11/04/2013 09:32 EDT | Actualisé 11/06/2013 05:12 EDT

Les cours du pétrole évoluaient en légère baisse jeudi à New York, peu après l'ouverture, tirés à la baisse par des craintes sur la demande mondiale de brut, mais soutenus par un climat acheteur sur les marchés financiers.

Vers 13H20 GMT, le baril de "light sweet crude" (WTI) pour livraison en mai cédait 50 cents à 94,14 dollars, sur le New York Mercantile Exchange (Nymex).

"Un rapport de l'AIE a conforté la tendance à la révision en baisse de la demande de brut dans le monde, après les chiffres de l'OPEP (l'0rganisation des pays exportateurs de pétrole) et de l'EIA", le département américain de l'Energie, a noté Matt Smith, de Schneider Electric.

L'Agence internationale de l'énergie a très légèrement baissé jeudi sa prévision de demande mondiale de pétrole pour 2013, avec un ajustement de 45.000 barils par jour de moins que dans ses prévisions du mois dernier, en raison d'une économie mondiale toujours au ralenti.

"La faiblesse de la demande européenne, qui devrait tomber à des niveaux comparables avec les années 1980" en 2013, avec une consommation attendue à 14,1 millions de barils par jour (mbj), "pèsent particulièrement", a relevé M. Smith.

Plus globalement, la demande a été "exceptionnellement faible" au sein des pays de l'OCDE, a souligné l'AIE.

"Le marché reste en situation de surplus" de l'offre par rapport à la demande, ont résumé les analystes de Commerzbank, ce qui pèse sur les prix du brut.

Mais le recul du marché de l'or noir restait limité par l'humeur "généralement haussière des marchés financiers", au lendemain de nouveaux records historiques atteints par les deux grands indices de Wall Street, le Dow Jones Industrial Average et l'indice élargi S&P 500, a ajouté M. Smith.

La forte baisse des nouvelles inscriptions au chômage aux Etats-Unis dans les premiers jours d'avril, qui a effacé une bonne partie de leur hausse des trois semaines précédentes, a également donné un coup de pouce aux prix.
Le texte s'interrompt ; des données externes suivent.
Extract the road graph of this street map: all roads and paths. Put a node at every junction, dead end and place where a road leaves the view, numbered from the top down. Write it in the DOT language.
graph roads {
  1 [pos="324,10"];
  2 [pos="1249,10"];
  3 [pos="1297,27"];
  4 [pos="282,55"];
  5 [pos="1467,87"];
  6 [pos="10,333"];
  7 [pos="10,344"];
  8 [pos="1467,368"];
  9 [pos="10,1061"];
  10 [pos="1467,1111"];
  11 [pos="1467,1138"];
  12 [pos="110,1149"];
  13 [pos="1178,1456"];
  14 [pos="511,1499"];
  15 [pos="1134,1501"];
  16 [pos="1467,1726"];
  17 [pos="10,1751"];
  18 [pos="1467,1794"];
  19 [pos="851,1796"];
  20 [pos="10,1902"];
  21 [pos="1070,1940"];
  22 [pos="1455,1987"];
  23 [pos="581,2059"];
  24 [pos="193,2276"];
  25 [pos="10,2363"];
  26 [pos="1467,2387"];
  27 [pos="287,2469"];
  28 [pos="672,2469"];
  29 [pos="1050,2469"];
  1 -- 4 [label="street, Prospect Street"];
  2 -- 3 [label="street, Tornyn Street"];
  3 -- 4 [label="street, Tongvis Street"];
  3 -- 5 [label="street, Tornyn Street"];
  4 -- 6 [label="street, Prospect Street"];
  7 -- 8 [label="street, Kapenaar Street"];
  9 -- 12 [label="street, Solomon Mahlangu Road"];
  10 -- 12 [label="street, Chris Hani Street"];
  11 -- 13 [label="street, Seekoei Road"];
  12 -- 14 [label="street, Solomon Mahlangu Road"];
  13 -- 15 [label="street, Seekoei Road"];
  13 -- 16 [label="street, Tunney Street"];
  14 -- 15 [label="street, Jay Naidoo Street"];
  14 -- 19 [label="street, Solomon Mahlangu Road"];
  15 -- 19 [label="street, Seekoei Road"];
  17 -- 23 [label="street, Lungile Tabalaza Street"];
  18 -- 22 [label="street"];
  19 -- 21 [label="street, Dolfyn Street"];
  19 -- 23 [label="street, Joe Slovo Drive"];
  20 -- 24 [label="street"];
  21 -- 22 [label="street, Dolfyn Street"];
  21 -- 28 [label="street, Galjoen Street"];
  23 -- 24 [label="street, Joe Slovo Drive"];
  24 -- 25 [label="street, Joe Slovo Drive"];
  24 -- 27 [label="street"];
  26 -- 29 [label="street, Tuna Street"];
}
D'autre part, si le ministère de l'Energie américain a fait part la veille d'un nouveau gonflement des stocks, à un nouveau plus haut depuis le dernier sommet de juillet 1990, à 388,9 millions de barils, "ils sont restés inférieurs à ce que certains analystes avaient redouté", a noté Phil Flynn, de Price Futures Group.